**Required work:** Print the data that follows without changing a single word.
** Opening Data extract block **
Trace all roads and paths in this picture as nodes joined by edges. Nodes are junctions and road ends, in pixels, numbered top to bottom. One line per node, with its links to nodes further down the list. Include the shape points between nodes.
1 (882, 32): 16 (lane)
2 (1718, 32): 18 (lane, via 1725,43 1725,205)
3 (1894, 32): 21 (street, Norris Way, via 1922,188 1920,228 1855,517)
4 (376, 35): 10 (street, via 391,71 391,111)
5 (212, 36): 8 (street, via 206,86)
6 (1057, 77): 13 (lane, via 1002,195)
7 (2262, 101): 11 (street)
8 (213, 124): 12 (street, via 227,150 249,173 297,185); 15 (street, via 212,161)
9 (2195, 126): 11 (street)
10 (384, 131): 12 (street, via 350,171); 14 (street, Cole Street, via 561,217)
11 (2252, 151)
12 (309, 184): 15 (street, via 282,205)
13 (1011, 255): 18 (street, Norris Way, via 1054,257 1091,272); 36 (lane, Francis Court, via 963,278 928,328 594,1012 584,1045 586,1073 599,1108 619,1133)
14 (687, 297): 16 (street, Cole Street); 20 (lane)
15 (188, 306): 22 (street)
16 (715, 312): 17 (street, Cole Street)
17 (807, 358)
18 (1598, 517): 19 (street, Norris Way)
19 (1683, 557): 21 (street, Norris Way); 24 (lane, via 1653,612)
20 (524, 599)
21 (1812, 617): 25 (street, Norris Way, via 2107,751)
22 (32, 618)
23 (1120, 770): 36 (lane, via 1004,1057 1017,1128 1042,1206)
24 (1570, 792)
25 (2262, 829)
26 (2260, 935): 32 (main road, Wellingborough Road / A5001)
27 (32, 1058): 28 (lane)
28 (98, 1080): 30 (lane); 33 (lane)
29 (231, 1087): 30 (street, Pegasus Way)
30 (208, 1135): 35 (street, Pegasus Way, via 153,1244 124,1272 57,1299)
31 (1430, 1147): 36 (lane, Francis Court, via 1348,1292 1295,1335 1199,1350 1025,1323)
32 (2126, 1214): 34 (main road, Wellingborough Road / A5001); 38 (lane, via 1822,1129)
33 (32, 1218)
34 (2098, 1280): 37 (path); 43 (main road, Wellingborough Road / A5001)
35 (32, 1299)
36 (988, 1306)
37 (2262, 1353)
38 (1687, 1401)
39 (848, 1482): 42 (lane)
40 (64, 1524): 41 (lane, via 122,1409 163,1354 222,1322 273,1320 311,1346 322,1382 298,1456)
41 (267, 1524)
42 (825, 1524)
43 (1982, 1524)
** Closing Data extract block **
**Your response:**
Trace all roads and paths in this picture as nodes joined by edges. Nodes are junctions and road ends, in pixels, numbered top to bottom. One line per node, with its links to nodes further down the list. Include the shape points between nodes.
1 (882, 32): 16 (lane)
2 (1718, 32): 18 (lane, via 1725,43 1725,205)
3 (1894, 32): 21 (street, Norris Way, via 1922,188 1920,228 1855,517)
4 (376, 35): 10 (street, via 391,71 391,111)
5 (212, 36): 8 (street, via 206,86)
6 (1057, 77): 13 (lane, via 1002,195)
7 (2262, 101): 11 (street)
8 (213, 124): 12 (street, via 227,150 249,173 297,185); 15 (street, via 212,161)
9 (2195, 126): 11 (street)
10 (384, 131): 12 (street, via 350,171); 14 (street, Cole Street, via 561,217)
11 (2252, 151)
12 (309, 184): 15 (street, via 282,205)
13 (1011, 255): 18 (street, Norris Way, via 1054,257 1091,272); 36 (lane, Francis Court, via 963,278 928,328 594,1012 584,1045 586,1073 599,1108 619,1133)
14 (687, 297): 16 (street, Cole Street); 20 (lane)
15 (188, 306): 22 (street)
16 (715, 312): 17 (street, Cole Street)
17 (807, 358)
18 (1598, 517): 19 (street, Norris Way)
19 (1683, 557): 21 (street, Norris Way); 24 (lane, via 1653,612)
20 (524, 599)
21 (1812, 617): 25 (street, Norris Way, via 2107,751)
22 (32, 618)
23 (1120, 770): 36 (lane, via 1004,1057 1017,1128 1042,1206)
24 (1570, 792)
25 (2262, 829)
26 (2260, 935): 32 (main road, Wellingborough Road / A5001)
27 (32, 1058): 28 (lane)
28 (98, 1080): 30 (lane); 33 (lane)
29 (231, 1087): 30 (street, Pegasus Way)
30 (208, 1135): 35 (street, Pegasus Way, via 153,1244 124,1272 57,1299)
31 (1430, 1147): 36 (lane, Francis Court, via 1348,1292 1295,1335 1199,1350 1025,1323)
32 (2126, 1214): 34 (main road, Wellingborough Road / A5001); 38 (lane, via 1822,1129)
33 (32, 1218)
34 (2098, 1280): 37 (path); 43 (main road, Wellingborough Road / A5001)
35 (32, 1299)
36 (988, 1306)
37 (2262, 1353)
38 (1687, 1401)
39 (848, 1482): 42 (lane)
40 (64, 1524): 41 (lane, via 122,1409 163,1354 222,1322 273,1320 311,1346 322,1382 298,1456)
41 (267, 1524)
42 (825, 1524)
43 (1982, 1524)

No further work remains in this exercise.